Die tödlichen Schüsse auf eine US-Bürgerin in Minneapolis durch einen ICE-Beamten haben die Stadt aufgewühlt. Jetzt soll es Ermittlungen gegen Demokraten geben, die sich gegen ICE stellen.
Medien: Ermittlung zu ICE-kritischen Politikern in Minnesota

Zwei hochrangige Demokraten, die für ihre scharfe Kritik an Razzien der Einwanderungsbehörde ICE im US-Bundesstaat Minnesota bekannt sind, sind Berichten zufolge ins Visier von Ermittlern des Justizministeriums geraten. Mehrere US-Medien berichteten unter Berufung auf nicht genannte Quellen, dass gegen Gouverneur Tim Walz und den Bürgermeister der Großstadt Minneapolis, Jacob Frey, ermittelt wird.
Zunächst gab das Justizministerium keine Stellungnahme zu den Medienberichten ab. Laut CNN untersucht das Justizministerium mögliche Behinderungen der Strafverfolgung durch Bundesbehörden.
Bürgermeister: «Lasse mich nicht einschüchtern»
Bürgermeister Frey schrieb in einem X-Post, in dem er auch den CNN-Bericht verlinkte, es handle sich um einen Einschüchterungsversuch. «Ich lasse mich nicht einschüchtern.» Die Regierung habe Chaos in die Stadt gebracht.
US-Justizministerin Pamela Bondi schrieb am Freitagabend bei X: «Eine Erinnerung an alle in Minnesota: Niemand steht über dem Gesetz.» Details, worauf sie sich bezog, nannte sie nicht.
Frau bei ICE-Einsatz erschossen
Minneapolis war zuletzt wegen eines Vorfalls in den Nachrichten, bei dem ein Beamter der Einwanderungsbehörde ICE eine US-Bürgerin erschossen hatte. Die US-Regierung rechtfertigte das Vorgehen als Notwehr. Demokraten und Demonstranten kritisierten jedoch den Einsatz heftig und bemängelten übermäßige Gewalt sowie mangelnde Transparenz bei der Aufklärung.
Laut Regierungsangaben lenkte die Frau ihr Auto in Richtung eines ICE-Beamten. Die Videos lassen eher vermuten, dass er auf sie schoss, während ihr Auto an ihm vorbeifuhr.
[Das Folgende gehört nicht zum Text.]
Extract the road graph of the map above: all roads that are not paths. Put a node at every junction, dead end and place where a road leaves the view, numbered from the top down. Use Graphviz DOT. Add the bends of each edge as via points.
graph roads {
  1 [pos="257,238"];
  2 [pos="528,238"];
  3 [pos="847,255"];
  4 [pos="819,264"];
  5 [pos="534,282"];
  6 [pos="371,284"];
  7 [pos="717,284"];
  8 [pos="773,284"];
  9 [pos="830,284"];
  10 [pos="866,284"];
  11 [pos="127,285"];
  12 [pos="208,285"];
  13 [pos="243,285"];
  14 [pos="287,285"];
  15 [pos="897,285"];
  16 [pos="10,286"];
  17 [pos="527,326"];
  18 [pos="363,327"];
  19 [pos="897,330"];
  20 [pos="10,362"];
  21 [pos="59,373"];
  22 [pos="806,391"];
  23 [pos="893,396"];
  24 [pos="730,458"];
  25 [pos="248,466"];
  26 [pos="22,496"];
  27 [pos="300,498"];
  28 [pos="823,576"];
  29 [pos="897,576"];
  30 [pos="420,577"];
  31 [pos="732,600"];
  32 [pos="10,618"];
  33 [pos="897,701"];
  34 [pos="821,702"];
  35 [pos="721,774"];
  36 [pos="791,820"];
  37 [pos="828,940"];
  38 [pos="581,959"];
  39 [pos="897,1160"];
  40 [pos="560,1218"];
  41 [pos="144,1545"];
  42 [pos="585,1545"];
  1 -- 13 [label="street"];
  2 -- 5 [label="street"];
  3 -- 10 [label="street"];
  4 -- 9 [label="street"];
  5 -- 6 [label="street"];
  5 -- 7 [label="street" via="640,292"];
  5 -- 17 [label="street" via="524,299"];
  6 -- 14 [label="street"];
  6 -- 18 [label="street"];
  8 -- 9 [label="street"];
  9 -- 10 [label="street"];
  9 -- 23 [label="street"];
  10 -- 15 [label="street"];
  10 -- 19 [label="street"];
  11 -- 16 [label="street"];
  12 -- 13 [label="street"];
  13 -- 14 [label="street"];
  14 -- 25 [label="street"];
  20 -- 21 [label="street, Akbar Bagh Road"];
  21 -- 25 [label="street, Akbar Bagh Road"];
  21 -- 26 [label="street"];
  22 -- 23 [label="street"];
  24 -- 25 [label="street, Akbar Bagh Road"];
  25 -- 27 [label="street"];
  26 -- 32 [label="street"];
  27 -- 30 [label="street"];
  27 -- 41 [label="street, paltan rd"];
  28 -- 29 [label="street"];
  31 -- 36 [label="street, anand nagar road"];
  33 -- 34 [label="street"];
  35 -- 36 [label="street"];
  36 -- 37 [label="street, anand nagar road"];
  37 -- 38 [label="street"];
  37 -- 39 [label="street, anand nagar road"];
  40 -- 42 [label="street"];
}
Der Vorfall führte zu landesweiten Protesten und juristischen Auseinandersetzungen zwischen dem Bundesstaat und der Bundesregierung.
Angespannte Lage in Minnesota
In Minnesota, wo auch Minneapolis liegt, protestiert man seit einiger Zeit gegen die umfangreichen Einsätze der Einwanderungsbehörde ICE. Diese ist auf der Suche nach Personen ohne gültige Papiere, die sich in den USA aufhalten, um sie abzuschieben. Es wird berichtet, dass sie dabei teilweise übermäßig hart vorgeht und auch US-Bürger ins Visier nimmt. Die ICE-Einsätze sind Teil der verschärften Abschiebepolitik in der zweiten Amtszeit von US-Präsident Donald Trump. Walz und Frey haben die ICE-Einsätze immer wieder scharf kritisiert.